225: Dictionaries

by John Cowan (spec) and Arvydas Silanskas (implementation)

Status

This SRFI is currently in final status. Here is an explanation of each status that a SRFI can hold. To provide input on this SRFI, please send email to srfi-225@nospamsrfi.schemers.org. To subscribe to the list, follow these instructions. You can access previous messages via the mailing list archive.

Abstract

The procedures of this SRFI allow callers to manipulate an object that maps keys to values without the caller needing to know exactly what the type of the object is. Such an object is called a dictionary or dict in this SRFI.

Rationale

Until recently, there was only one universally available mechanism for managing key-value pairs: alists. Most Schemes also support hash tables, but until R6RS there was no standard interface to them, and many implementations do not provide that interface.

In addition, alists can have multiple entries with the same key, which makes them atypical instances of persistent dictionaries.

Now, however, the number of such mechanisms is growing. In addition to both R6RS and R7RS hash tables, there are R7RS persistent inherently ordered and hashed mappings from SRFI 146, inherently ordered mappings with fixnum keys from SRFI 224, and inherently ordered bytevector key-value stores (often on a disk or a remote machine) from SRFI 167.

It’s inconvenient for users if SRFIs or other libraries accept only a specific type of dictionary. This SRFI exposes a number of accessors, updaters, and other procedures that can be called on any dictionary, provided that a dictionary type object (DTO) is available for it: either exported from this SRFI, or from other SRFIs or libraries, or created by the user. DTOs are of an unspecified type.

Specification

By using the procedures of this SRFI, a procedure can take a DTO and a dictionary as arguments and make flexible use of the dictionary without knowing its exact type. For the purposes of this SRFI, such a procedure is called a generic procedure.
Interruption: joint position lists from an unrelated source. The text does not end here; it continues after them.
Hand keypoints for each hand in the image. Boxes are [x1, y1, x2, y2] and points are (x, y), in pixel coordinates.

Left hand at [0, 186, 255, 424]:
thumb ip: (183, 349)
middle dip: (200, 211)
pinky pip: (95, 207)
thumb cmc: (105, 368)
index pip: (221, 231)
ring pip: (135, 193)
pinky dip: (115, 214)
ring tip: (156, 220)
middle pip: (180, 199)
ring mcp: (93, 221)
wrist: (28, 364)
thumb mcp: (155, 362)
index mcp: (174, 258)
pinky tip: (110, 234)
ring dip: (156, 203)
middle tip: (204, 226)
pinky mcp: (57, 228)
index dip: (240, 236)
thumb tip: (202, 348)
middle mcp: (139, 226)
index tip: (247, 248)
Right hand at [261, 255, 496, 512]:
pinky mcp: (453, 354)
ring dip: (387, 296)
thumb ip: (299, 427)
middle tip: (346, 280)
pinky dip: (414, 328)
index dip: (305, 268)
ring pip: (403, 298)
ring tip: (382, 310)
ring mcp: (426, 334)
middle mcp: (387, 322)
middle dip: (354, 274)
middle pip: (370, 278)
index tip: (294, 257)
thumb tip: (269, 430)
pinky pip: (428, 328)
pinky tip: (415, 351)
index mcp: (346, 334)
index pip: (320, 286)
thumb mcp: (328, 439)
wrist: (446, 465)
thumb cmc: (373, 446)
However, it is still necessary to distinguish between pure and impure dictionary types. A pure dictionary either does not support updates at all, or else updates are persistent so that a new dictionary is returned by an update that can share storage with the original dictionary but is distinct from it. Impure dictionaries, on the other hand, perform updates by mutation. SRFI 146 mappings are pure dictionaries; SRFI 125 hash tables are impure. Note that if an instance of an impure dictionary type like SRFI 126 is in fact immutable, it still counts as impure. The generic predicate dict-pure? can be used to distinguish the two types.

In addition, dictionaries need to be constructed using type-specific constructors, as the performance characteristics differ in each case. In addition, in cases where the dictionary has persistent storage of some type there is generally some ancillary information required such as a file name or DBMS table name needed. Consequently there are no make-dict, dict, dict-unfold, dict-copy, or similar procedures provided by this SRFI.

Each of the following examples is assumed to be prefixed by the following definitions:

(define dict '((1 . 2) (3 . 4) (5 . 6)))
(define dto eqv-alist-dto)
Consequently, previous examples don't affect later ones.

The dto argument is not discussed in the individual procedure descriptions below, but it is an error if invoking dictionary? on dto and dict would return #f. The dictionary? generic procedure itself is an exception to this.

Definitions

We call a specific key-value combination an association. (This is why an alist, or association list, is called that; it is a list of associations represented as pairs.)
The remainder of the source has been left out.